Re: [patch tree-optimization]: Do bitwise operator optimizations for X op !X patterns

2011-06-29 Thread Kai Tietz
- Original Message -
From: "Richard Guenther" 
To: "Kai Tietz" 
Cc: gcc-patches@gcc.gnu.org
Sent: Wednesday, June 29, 2011 12:14:10 PM
Subject: Re: [patch tree-optimization]: Do bitwise operator optimizations for X 
op !X patterns

On Tue, Jun 28, 2011 at 5:05 PM, Kai Tietz  wrote:
> Hello,
>
> this patch implements the X op !X patterns within tree-ssa-forwprop.c without 
> using here const-fold routines.  Additionally it does some trivial folding 
> for X op X.  Implementation
> also looks through [(type)] X op [(type)] !X, if type of X is integral and 
> precision is suitable
> for operation.
>
> ChangeLog gcc/
>
> 2011-06-28  Kai Tietz  
>
>        * tree-ssa-forwprop.c (operand_precision_onep): New
>        function.
>        (find_possible_not_expr_argument): Likewise.
>        (simplify_bitwise_binary_1): Likewise.
>        (simplify_bitwise_binary): Use simplify_bitwise_binary_1
>        for detecting various X op !X optimizations.
>
> ChangeLog gcc/testsuite
>
> 2011-06-28  Kai Tietz  
>
>        * gcc.dg/binop-notand1a.c: New test.
>        * gcc.dg/binop-notand2a.c: New test.
>        * gcc.dg/binop-notand3a.c: New test.
>        * gcc.dg/binop-notand4a.c: New test.
>        * gcc.dg/binop-notand5a.c: New test.
>        * gcc.dg/binop-notand6a.c: New test.
>        * gcc.dg/binop-notor1.c: New test.
>        * gcc.dg/binop-notor2.c: New test.
>        * gcc.dg/binop-notxor1.c: New test.
>        * gcc.dg/binop-notxor2.c: New test.
>
> Bootstrapped and regression tested for all languages plus Ada and Obj-C for 
> x86_64-pc-linux-gnu. Ok for apply?

I can't follow the code in find_possible_not_expr_argument or its uses
at all.  Please try to produce patches that look more obvious in what
they are doing - don't try to solve every testcase you can come up with
in a single patch.  Especially don't write functions like
find_possible_not_expr_argument which seems to have evolved a lot
after you wrote the overall function comment.

Thanks,
Richard.

> Regards,
> Kai
>

Well, I added some comments to these functions and renamed the 
find_possible_not_expr_argument function to detect_not_expr_operand, which hits 
its use better.
The cause for this function is, that there are more then one variant of 
expressing a logical-not and all of them are used.
This routine simply tries to detect different variants used for not.
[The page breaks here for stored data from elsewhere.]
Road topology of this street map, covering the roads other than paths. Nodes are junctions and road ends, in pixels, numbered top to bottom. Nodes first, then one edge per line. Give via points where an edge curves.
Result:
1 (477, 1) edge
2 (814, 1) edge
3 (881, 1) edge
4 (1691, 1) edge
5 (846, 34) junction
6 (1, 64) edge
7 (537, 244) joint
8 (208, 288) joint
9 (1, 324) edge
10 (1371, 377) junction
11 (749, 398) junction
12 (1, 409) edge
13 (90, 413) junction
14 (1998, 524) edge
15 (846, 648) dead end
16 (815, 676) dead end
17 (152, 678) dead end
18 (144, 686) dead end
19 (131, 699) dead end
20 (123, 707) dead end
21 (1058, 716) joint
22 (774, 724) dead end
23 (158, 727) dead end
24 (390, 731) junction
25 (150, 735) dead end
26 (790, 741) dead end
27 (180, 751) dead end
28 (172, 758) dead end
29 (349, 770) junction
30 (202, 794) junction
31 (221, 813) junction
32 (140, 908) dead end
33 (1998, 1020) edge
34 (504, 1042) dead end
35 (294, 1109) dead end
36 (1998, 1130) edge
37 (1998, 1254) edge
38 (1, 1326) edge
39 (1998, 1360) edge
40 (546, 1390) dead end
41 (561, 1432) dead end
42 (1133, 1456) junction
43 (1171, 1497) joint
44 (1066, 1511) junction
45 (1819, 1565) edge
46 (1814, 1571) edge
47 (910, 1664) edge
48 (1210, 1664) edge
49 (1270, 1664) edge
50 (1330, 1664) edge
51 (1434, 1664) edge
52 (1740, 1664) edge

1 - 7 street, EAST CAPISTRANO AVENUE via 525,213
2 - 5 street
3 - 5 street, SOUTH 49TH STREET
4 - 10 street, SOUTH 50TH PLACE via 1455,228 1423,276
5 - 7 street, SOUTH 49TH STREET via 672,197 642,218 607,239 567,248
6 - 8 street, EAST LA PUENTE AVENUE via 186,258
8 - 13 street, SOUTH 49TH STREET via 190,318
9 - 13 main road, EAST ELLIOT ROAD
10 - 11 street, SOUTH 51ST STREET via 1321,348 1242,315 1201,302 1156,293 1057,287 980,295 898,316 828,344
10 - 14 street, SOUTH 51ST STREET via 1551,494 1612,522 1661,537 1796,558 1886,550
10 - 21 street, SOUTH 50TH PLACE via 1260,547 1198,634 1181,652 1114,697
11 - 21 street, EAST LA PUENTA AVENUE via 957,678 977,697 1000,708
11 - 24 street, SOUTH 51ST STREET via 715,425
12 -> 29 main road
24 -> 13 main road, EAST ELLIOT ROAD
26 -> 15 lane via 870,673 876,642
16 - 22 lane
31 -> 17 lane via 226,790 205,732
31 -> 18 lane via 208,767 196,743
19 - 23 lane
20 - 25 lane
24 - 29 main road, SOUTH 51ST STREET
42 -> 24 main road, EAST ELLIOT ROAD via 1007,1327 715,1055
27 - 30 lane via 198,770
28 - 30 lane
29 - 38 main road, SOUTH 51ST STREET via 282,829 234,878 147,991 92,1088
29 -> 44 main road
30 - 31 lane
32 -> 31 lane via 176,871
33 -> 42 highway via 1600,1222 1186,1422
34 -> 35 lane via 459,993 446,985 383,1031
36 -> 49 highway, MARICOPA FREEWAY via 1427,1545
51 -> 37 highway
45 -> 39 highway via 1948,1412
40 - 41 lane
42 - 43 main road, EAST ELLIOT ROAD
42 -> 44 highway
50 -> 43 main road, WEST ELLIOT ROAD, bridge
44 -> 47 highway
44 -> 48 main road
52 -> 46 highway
Eg ~X == 
!X and (X ^ 1) == !X for integral type of X with precision one. For X with 
integral type, (X == 0) == !X.

The folding for the three different bitwise-operations is pretty easy and it 
makes sense to implement them at once.  I see here no good point to separate 
them into different patches.  To separate them might even lead to questions 
about abstracting some code-pieces out of the main function.
I didn't added testcases for all variants I am aware now. Just those, which are 
now handled.

So hope you can read and understand logic of patch better by updated patch.

Regards,
Kai
Index: gcc-head/gcc/tree-ssa-forwprop.c
===
--- gcc-head.orig/gcc/tree-ssa-forwprop.c
+++ gcc-head/gcc/tree-ssa-forwprop.c
@@ -1674,6 +1674,228 @@ simplify_builtin_call (gimple_stmt_itera
   return false;
 }
 
+/* Checks if expression has type of one-bit precision, or is result of
+   a known boolean expression.  */
+static bool
+operand_precision_onep (tree expr)
+{
+  enum tree_code code;
+
+  do
+{
+  code = TREE_CODE (expr);
+  if (!INTEGRAL_TYPE_P (TREE_TYPE (expr)))
+   return false;
+  if (TYPE_PRECISION (TREE_TYPE (expr)) == 1)
+   return true;
+  if (code == SSA_NAME)
+   {
+ gimple def_stmt = SSA_NAME_DEF_STMT (expr);
+ if (!def_stmt || !is_gimple_assign (def_stmt))
+   break;
+ code = gimple_assign_rhs_code (def_stmt);
+ if (!CONVERT_EXPR_CODE_P (code))
+   break;
+ expr = gimple_assign_rhs1 (def_stmt);
+   }
+  else
+   break;
+}
+  while (CONVERT_EXPR_CODE_P (code));
+  if (code == TRUTH_NOT_EXPR || TREE_CODE_CLASS (code) == tcc_comparison)
+return true;
+  return false;
+}
+
+/* Helper routine for simplify_bitwise_binary_1 function.
+   Ignored integral type cast is counted in CNT_CASTS. If a not expression
+   is found, the operand of the not-expression is stored in NEXPR.
+   This function returns the either the expression after the first
+   integral cast expression, or NAME.
+   Detected not-patterns are !X or X == 0 for X with integral type, and
+   X ^ 1 or ~X for X with integral type with precision of one.
+   The value of CNT_CASTS is either zero, or one.   */
+static tree
+detect_not_expr_operand (tree name, int *cnt_casts, tree *nexpr)
+{
+  enum tree_code code = ERROR_MARK;
+  *cnt_casts = 0;
+  *nexpr = NULL_TREE;
+
+  while (1)
+{
+  tree op1, op2;
+  gimple def_stmt;
+  code = TREE_CODE (name);
+  /* If name has none-intergal type, or isn't a SSA_NAME, then
+stop search.  */

Re: [build] Move unwinder to toplevel libgcc

2011-06-29 Thread Rainer Orth
Paolo Bonzini  writes:

> I think Rainer missed the existence of libgcc_tm_file. :)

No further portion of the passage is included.